PROBLEM DETAILS: Images are to be omitted, and the rest of the records reproduced exactly.

Collected data entries:
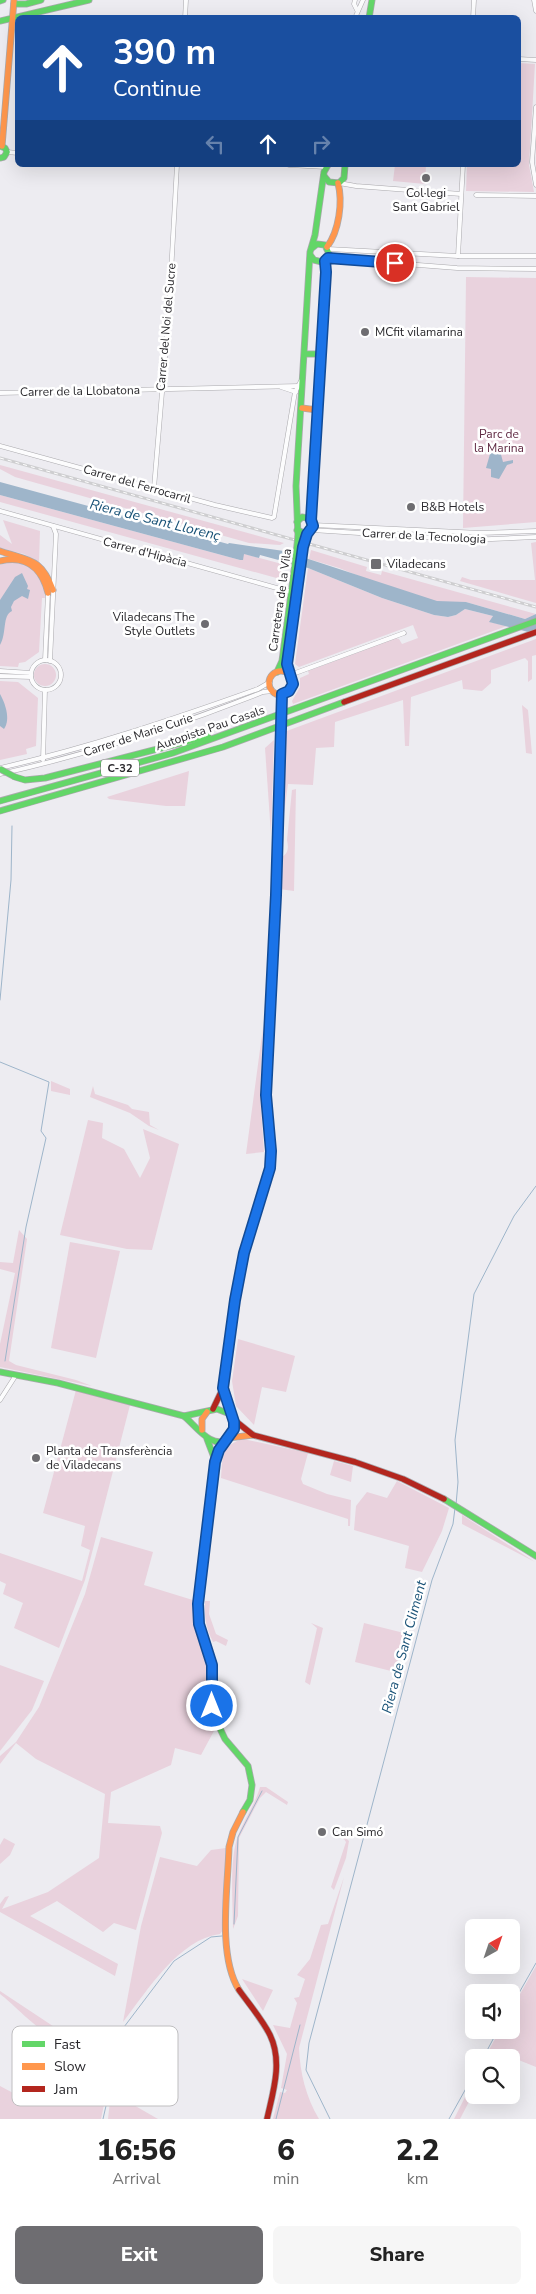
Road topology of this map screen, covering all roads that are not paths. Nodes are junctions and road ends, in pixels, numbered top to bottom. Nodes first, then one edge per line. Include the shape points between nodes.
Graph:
1 (40, 0) edge
2 (89, 0) edge
3 (186, 0) edge
4 (355, 0) edge
5 (363, 0) edge
6 (372, 0) edge
7 (474, 0) edge
8 (534, 0) edge
9 (14, 2) edge
10 (357, 10) junction
11 (536, 11) edge
12 (25, 15) edge
13 (185, 15) edge
14 (356, 15) edge
15 (370, 15) edge
16 (473, 15) edge
17 (15, 17) edge
18 (12, 18) junction
19 (0, 21) edge
20 (521, 59) edge
21 (536, 60) edge
22 (536, 107) edge
23 (536, 115) edge
24 (1, 146) edge
25 (7, 152) junction
26 (15, 153) edge
27 (0, 158) edge
28 (0, 163) edge
29 (177, 167) edge
30 (327, 167) edge
31 (463, 167) edge
32 (345, 168) edge
33 (324, 176) junction
34 (338, 183) junction
35 (536, 185) edge
36 (461, 194) junction
37 (476, 195) dead end
38 (536, 196) edge
39 (328, 248) junction
40 (311, 253) junction
41 (458, 256) junction
42 (536, 256) edge
43 (327, 260) junction
44 (536, 270) edge
45 (305, 354) junction
46 (321, 354) junction
47 (302, 380) junction
48 (279, 386) junction
49 (299, 386) junction
50 (161, 389) junction
51 (295, 392) junction
52 (0, 393) edge
53 (301, 396) junction
54 (302, 408) junction
55 (318, 410) junction
56 (0, 446) edge
57 (154, 488) junction
58 (0, 512) edge
59 (297, 522) junction
60 (52, 526) junction
61 (310, 530) junction
62 (72, 531) junction
63 (536, 531) edge
64 (297, 533) junction
65 (56, 534) junction
66 (536, 537) edge
67 (0, 551) edge
68 (0, 561) edge
69 (297, 573) junction
70 (50, 591) junction
71 (291, 592) junction
72 (536, 622) edge
73 (536, 632) edge
74 (404, 633) dead end
75 (45, 660) junction
76 (50, 661) junction
77 (0, 671) edge
78 (277, 672) junction
79 (31, 675) junction
80 (290, 675) junction
81 (0, 676) edge
82 (270, 682) junction
83 (45, 690) junction
84 (274, 691) junction
85 (282, 694) junction
86 (238, 730) junction
87 (43, 758) junction
88 (42, 765) junction
89 (0, 768) edge
90 (0, 774) edge
91 (0, 801) edge
92 (0, 811) edge
93 (0, 1372) edge
94 (16, 1375) junction
95 (223, 1388) junction
96 (0, 1400) edge
97 (210, 1410) junction
98 (184, 1416) junction
99 (232, 1417) junction
100 (202, 1430) junction
101 (252, 1434) junction
102 (207, 1438) junction
103 (226, 1440) junction
104 (215, 1462) junction
105 (536, 1556) edge
106 (267, 2119) edge

1 - 9 main road via 26,4
2 - 12 main road
3 - 13 street
4 - 10 street
5 - 10 street
6 - 15 main road
7 - 16 street
8 - 11 street
9 - 18 main road
10 - 14 street
17 - 18 main road
18 - 19 main road
18 - 24 main road
20 - 21 street
22 - 23 street
23 - 35 street via 532,162
24 - 25 main road
25 - 26 street
25 - 27 main road
27 - 28 main road
29 - 50 street, Carrer del Noi del Sucre
30 - 33 main road
31 - 36 street
32 - 34 main road via 344,178
33 - 34 main road via 329,182
33 - 40 main road
34 - 36 street
34 - 39 main road via 338,211
36 - 41 street
37 - 38 street
39 - 40 main road via 320,244
39 - 41 street
39 - 43 main road, Carretera de la Vila
40 - 43 main road via 316,262
40 - 45 main road
41 - 42 street
43 - 44 street
43 - 46 main road, Carretera de la Vila
45 - 46 main road
45 - 47 main road
46 - 55 main road, Carretera de la Vila
47 - 49 street
47 - 53 main road
48 - 49 street, Carrer de la Llobatona
48 - 50 street, Carrer de la Llobatona
48 - 51 street, Carrer de la Llobatona
49 - 51 street
50 - 52 street, Carrer de la Llobatona
50 - 57 street, Carrer del Noi del Sucre
51 - 53 street, Carrer de la Llobatona
51 - 57 street, Carrer del Ferrocarril via 274,517 265,518
53 - 54 main road
54 - 55 main road
54 - 59 main road via 296,486
55 - 61 main road, Carretera de la Vila
56 - 57 street, Carrer del Ferrocarril
58 - 60 street, Carrer d'Hipàcia
59 - 61 main road via 304,517
59 - 64 main road, Carretera de la Vila
60 - 62 street, Carrer d'Hipàcia
60 - 65 street
61 - 63 street, Carrer de la Tecnologia
61 - 64 main road
61 - 66 street, Carrer de la Tecnologia via 468,540
61 - 69 main road, Carretera de la Vila, bridge
62 - 65 street via 60,530
62 - 71 street, Carrer d'Hipàcia
64 - 69 main road, Carretera de la Vila, bridge
65 - 70 street
67 - 70 main road via 25,556 37,563 46,574
68 - 70 main road via 15,558 34,565
69 - 71 main road, Carretera de la Vila
69 - 80 main road, Carretera de la Vila via 287,664
70 - 75 street
70 - 76 street
71 - 78 main road, Carretera de la Vila via 282,659
72 - 86 main road, Autopista Pau Casals / C-32
73 - 92 main road, Autopista Pau Casals / C-32 via 223,747
74 - 80 street
75 - 76 street
75 - 79 street via 35,664
76 - 83 street via 60,670 60,679 55,687
77 - 79 street
78 - 80 main road
78 - 82 main road
79 - 81 street
79 - 83 street via 37,688
80 - 85 main road via 293,681 291,689
82 - 84 main road
82 - 87 street, Carrer de Marie Curie via 176,718
83 - 87 street
84 - 85 main road
84 - 88 street, Carrer de Marie Curie
85 - 95 main road, bridge via 266,1095 270,1168 241,1265
86 - 89 main road, bridge via 45,778 25,780
86 - 91 main road, Autopista Pau Casals / C-32 via 142,762
87 - 88 street
87 - 89 street, Carrer de Marie Curie
88 - 90 street, Carrer de Marie Curie
93 - 94 main road
94 - 96 street
94 - 98 main road
95 - 97 main road
95 - 99 main road
97 - 98 main road
97 - 99 main road via 222,1409
97 - 100 main road via 202,1419
98 - 100 main road
99 - 101 main road
99 - 103 main road via 234,1429
100 - 102 main road
101 - 103 main road
101 - 105 main road via 373,1467 414,1484
102 - 103 main road via 216,1442
102 - 104 main road
103 - 104 main road
104 - 106 main road via 198,1617 212,1665 215,1718 225,1739 248,1766 252,1785 250,1800 231,1839 227,1873 227,1959 233,1980 274,2048 276,2078

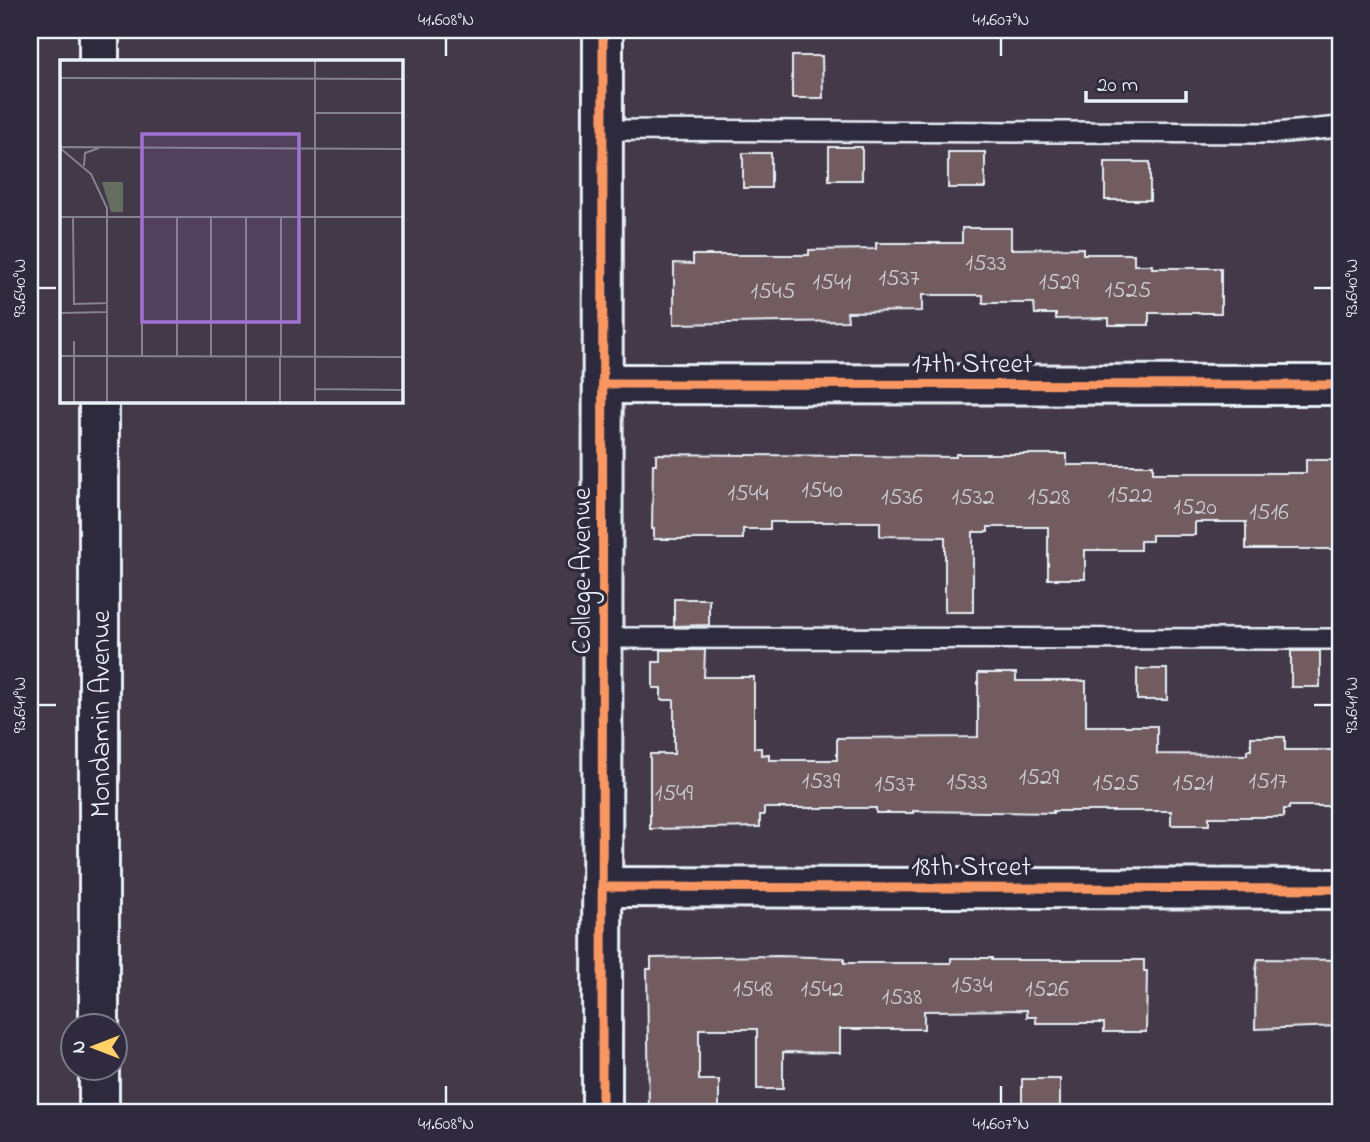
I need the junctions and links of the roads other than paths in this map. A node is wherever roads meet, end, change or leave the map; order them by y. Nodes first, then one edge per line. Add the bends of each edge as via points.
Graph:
1 (99, 30) edge
2 (603, 30) edge
3 (99, 60) edge
4 (1340, 127) edge
5 (603, 130) junction
6 (603, 384) junction
7 (1340, 385) edge
8 (99, 402) edge
9 (602, 638) junction
10 (1340, 639) edge
11 (602, 887) junction
12 (1340, 889) edge
13 (99, 1012) edge
14 (99, 1082) edge
15 (99, 1112) edge
16 (602, 1112) edge

1 - 3 street
2 - 5 street, College Avenue
4 - 5 lane via 1275,133
5 - 6 street, College Avenue
6 - 7 street, 17th Street
6 - 9 street, College Avenue
8 - 13 street, Mondamin Avenue
9 - 10 lane
9 - 11 street, College Avenue
11 - 12 street, 18th Street
11 - 16 street, College Avenue
14 - 15 street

SOLUTION:
Road topology of this map screen, covering all roads that are not paths. Nodes are junctions and road ends, in pixels, numbered top to bottom. Nodes first, then one edge per line. Include the shape points between nodes.
Graph:
1 (40, 0) edge
2 (89, 0) edge
3 (186, 0) edge
4 (355, 0) edge
5 (363, 0) edge
6 (372, 0) edge
7 (474, 0) edge
8 (534, 0) edge
9 (14, 2) edge
10 (357, 10) junction
11 (536, 11) edge
12 (25, 15) edge
13 (185, 15) edge
14 (356, 15) edge
15 (370, 15) edge
16 (473, 15) edge
17 (15, 17) edge
18 (12, 18) junction
19 (0, 21) edge
20 (521, 59) edge
21 (536, 60) edge
22 (536, 107) edge
23 (536, 115) edge
24 (1, 146) edge
25 (7, 152) junction
26 (15, 153) edge
27 (0, 158) edge
28 (0, 163) edge
29 (177, 167) edge
30 (327, 167) edge
31 (463, 167) edge
32 (345, 168) edge
33 (324, 176) junction
34 (338, 183) junction
35 (536, 185) edge
36 (461, 194) junction
37 (476, 195) dead end
38 (536, 196) edge
39 (328, 248) junction
40 (311, 253) junction
41 (458, 256) junction
42 (536, 256) edge
43 (327, 260) junction
44 (536, 270) edge
45 (305, 354) junction
46 (321, 354) junction
47 (302, 380) junction
48 (279, 386) junction
49 (299, 386) junction
50 (161, 389) junction
51 (295, 392) junction
52 (0, 393) edge
53 (301, 396) junction
54 (302, 408) junction
55 (318, 410) junction
56 (0, 446) edge
57 (154, 488) junction
58 (0, 512) edge
59 (297, 522) junction
60 (52, 526) junction
61 (310, 530) junction
62 (72, 531) junction
63 (536, 531) edge
64 (297, 533) junction
65 (56, 534) junction
66 (536, 537) edge
67 (0, 551) edge
68 (0, 561) edge
69 (297, 573) junction
70 (50, 591) junction
71 (291, 592) junction
72 (536, 622) edge
73 (536, 632) edge
74 (404, 633) dead end
75 (45, 660) junction
76 (50, 661) junction
77 (0, 671) edge
78 (277, 672) junction
79 (31, 675) junction
80 (290, 675) junction
81 (0, 676) edge
82 (270, 682) junction
83 (45, 690) junction
84 (274, 691) junction
85 (282, 694) junction
86 (238, 730) junction
87 (43, 758) junction
88 (42, 765) junction
89 (0, 768) edge
90 (0, 774) edge
91 (0, 801) edge
92 (0, 811) edge
93 (0, 1372) edge
94 (16, 1375) junction
95 (223, 1388) junction
96 (0, 1400) edge
97 (210, 1410) junction
98 (184, 1416) junction
99 (232, 1417) junction
100 (202, 1430) junction
101 (252, 1434) junction
102 (207, 1438) junction
103 (226, 1440) junction
104 (215, 1462) junction
105 (536, 1556) edge
106 (267, 2119) edge

1 - 9 main road via 26,4
2 - 12 main road
3 - 13 street
4 - 10 street
5 - 10 street
6 - 15 main road
7 - 16 street
8 - 11 street
9 - 18 main road
10 - 14 street
17 - 18 main road
18 - 19 main road
18 - 24 main road
20 - 21 street
22 - 23 street
23 - 35 street via 532,162
24 - 25 main road
25 - 26 street
25 - 27 main road
27 - 28 main road
29 - 50 street, Carrer del Noi del Sucre
30 - 33 main road
31 - 36 street
32 - 34 main road via 344,178
33 - 34 main road via 329,182
33 - 40 main road
34 - 36 street
34 - 39 main road via 338,211
36 - 41 street
37 - 38 street
39 - 40 main road via 320,244
39 - 41 street
39 - 43 main road, Carretera de la Vila
40 - 43 main road via 316,262
40 - 45 main road
41 - 42 street
43 - 44 street
43 - 46 main road, Carretera de la Vila
45 - 46 main road
45 - 47 main road
46 - 55 main road, Carretera de la Vila
47 - 49 street
47 - 53 main road
48 - 49 street, Carrer de la Llobatona
48 - 50 street, Carrer de la Llobatona
48 - 51 street, Carrer de la Llobatona
49 - 51 street
50 - 52 street, Carrer de la Llobatona
50 - 57 street, Carrer del Noi del Sucre
51 - 53 street, Carrer de la Llobatona
51 - 57 street, Carrer del Ferrocarril via 274,517 265,518
53 - 54 main road
54 - 55 main road
54 - 59 main road via 296,486
55 - 61 main road, Carretera de la Vila
56 - 57 street, Carrer del Ferrocarril
58 - 60 street, Carrer d'Hipàcia
59 - 61 main road via 304,517
59 - 64 main road, Carretera de la Vila
60 - 62 street, Carrer d'Hipàcia
60 - 65 street
61 - 63 street, Carrer de la Tecnologia
61 - 64 main road
61 - 66 street, Carrer de la Tecnologia via 468,540
61 - 69 main road, Carretera de la Vila, bridge
62 - 65 street via 60,530
62 - 71 street, Carrer d'Hipàcia
64 - 69 main road, Carretera de la Vila, bridge
65 - 70 street
67 - 70 main road via 25,556 37,563 46,574
68 - 70 main road via 15,558 34,565
69 - 71 main road, Carretera de la Vila
69 - 80 main road, Carretera de la Vila via 287,664
70 - 75 street
70 - 76 street
71 - 78 main road, Carretera de la Vila via 282,659
72 - 86 main road, Autopista Pau Casals / C-32
73 - 92 main road, Autopista Pau Casals / C-32 via 223,747
74 - 80 street
75 - 76 street
75 - 79 street via 35,664
76 - 83 street via 60,670 60,679 55,687
77 - 79 street
78 - 80 main road
78 - 82 main road
79 - 81 street
79 - 83 street via 37,688
80 - 85 main road via 293,681 291,689
82 - 84 main road
82 - 87 street, Carrer de Marie Curie via 176,718
83 - 87 street
84 - 85 main road
84 - 88 street, Carrer de Marie Curie
85 - 95 main road, bridge via 266,1095 270,1168 241,1265
86 - 89 main road, bridge via 45,778 25,780
86 - 91 main road, Autopista Pau Casals / C-32 via 142,762
87 - 88 street
87 - 89 street, Carrer de Marie Curie
88 - 90 street, Carrer de Marie Curie
93 - 94 main road
94 - 96 street
94 - 98 main road
95 - 97 main road
95 - 99 main road
97 - 98 main road
97 - 99 main road via 222,1409
97 - 100 main road via 202,1419
98 - 100 main road
99 - 101 main road
99 - 103 main road via 234,1429
100 - 102 main road
101 - 103 main road
101 - 105 main road via 373,1467 414,1484
102 - 103 main road via 216,1442
102 - 104 main road
103 - 104 main road
104 - 106 main road via 198,1617 212,1665 215,1718 225,1739 248,1766 252,1785 250,1800 231,1839 227,1873 227,1959 233,1980 274,2048 276,2078

I need the junctions and links of the roads other than paths in this map. A node is wherever roads meet, end, change or leave the map; order them by y. Nodes first, then one edge per line. Add the bends of each edge as via points.
Graph:
1 (99, 30) edge
2 (603, 30) edge
3 (99, 60) edge
4 (1340, 127) edge
5 (603, 130) junction
6 (603, 384) junction
7 (1340, 385) edge
8 (99, 402) edge
9 (602, 638) junction
10 (1340, 639) edge
11 (602, 887) junction
12 (1340, 889) edge
13 (99, 1012) edge
14 (99, 1082) edge
15 (99, 1112) edge
16 (602, 1112) edge

1 - 3 street
2 - 5 street, College Avenue
4 - 5 lane via 1275,133
5 - 6 street, College Avenue
6 - 7 street, 17th Street
6 - 9 street, College Avenue
8 - 13 street, Mondamin Avenue
9 - 10 lane
9 - 11 street, College Avenue
11 - 12 street, 18th Street
11 - 16 street, College Avenue
14 - 15 street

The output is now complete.